The following quote is from Adobe XMP specification Part 3 for ExtendedXMP chunks as JPEG APP1:
Each chunk is written into the JPEG file within a separate APP1 marker
segment. Each ExtendedXMP marker segment contains:
- A null-terminated signature string of "http://ns.adobe.com/xmp/extension/".
- A 128-bit GUID stored as a 32-byte ASCII hex string, capital A-F, no null termination. The GUID is a 128-bit MD5 digest of the full
ExtendedXMP serialization.
- The full length of the ExtendedXMP serialization as a 32-bit unsigned integer
- The offset of this portion as a 32-bit unsigned integer.
- The portion of the ExtendedXMP
We can see besides the null-terminated string as an id for the ExtendedXMP data, there is also a GUID which should be the same value as the one found in the standard XMP part.
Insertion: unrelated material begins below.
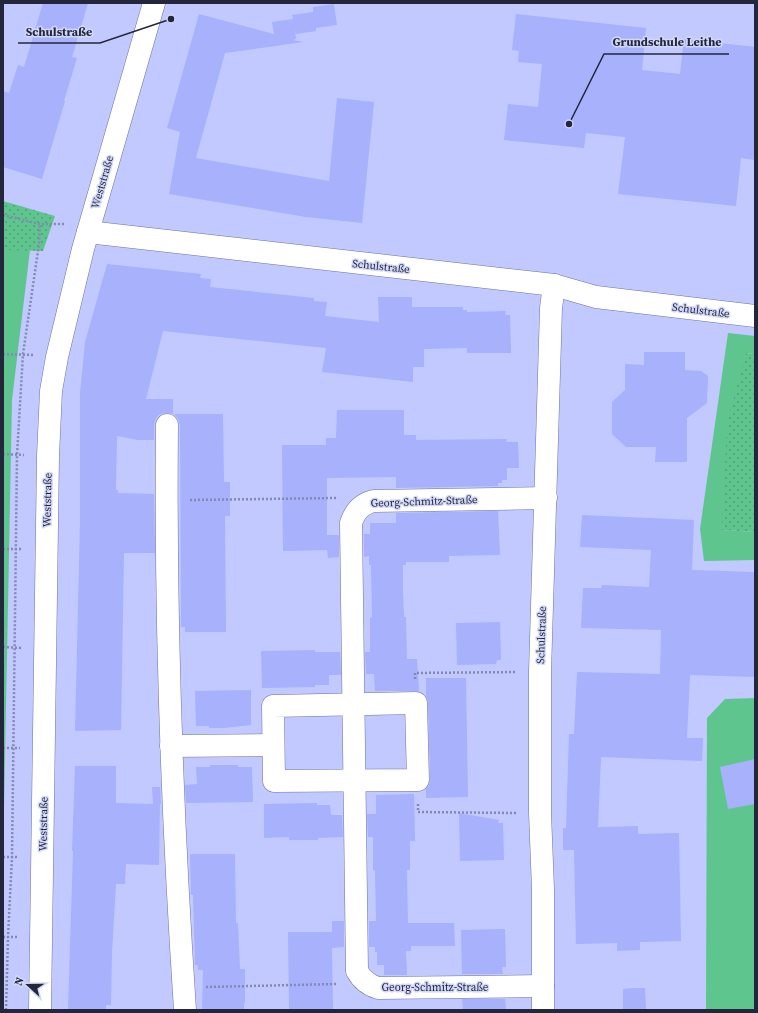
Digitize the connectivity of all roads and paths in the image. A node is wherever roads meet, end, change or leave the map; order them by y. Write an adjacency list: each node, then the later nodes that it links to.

The offset is used to join the different parts of the ExtendedXMP - so the sequence for the ExtendedXMP APP1 may not even be in order. Then come the actual data part and this is why @Matt's answer need some way to fix the string. There is another value - full length of the ExtendedXMP serialization which serves two purposes: check the integrity of the data as well as provides the buffer size for joining the data.
When we found a ExtendedXMP segment, we need to join the current data with the other ExtendedXMP segments and finally got the whole ExtendedXMP data. We then join the two XML tree together (removing the GUID from the standard XMP part as well) to retrieve the entire XMP data.
I have made a library icafe in Java which can extract and insert XMP as well as ExtendedXMP. One of the usecase for the ExtendedXMP is for Google's depth map data which in fact is a grayscale image hidden inside the actual image as a metadata, and in the case of JPEG, as XMP data. The depth map image could be used for example to blur the original image. The depth map data are usually large and have to be split into standard and extended XMP parts. The whole data is Base64 encoded and could be in PNG format.
The following is an example image and the extracted depth map:

The original image comes from here.
Note: Recently I found another website talking about Google Cardboard Camera app which can take advantage of both the image and audio embedded in the JPEG XMP data. ICAFE now supports both image and audio extraction from such images. Example usage can be found here with the following call JPEGTweaker.extractDepthMap()
Here is the image extracted by ICAFE from the original image on the website talking about Google Cardboard Camera app:

Unfortunately, I can't find a way to insert the MP4 audio here.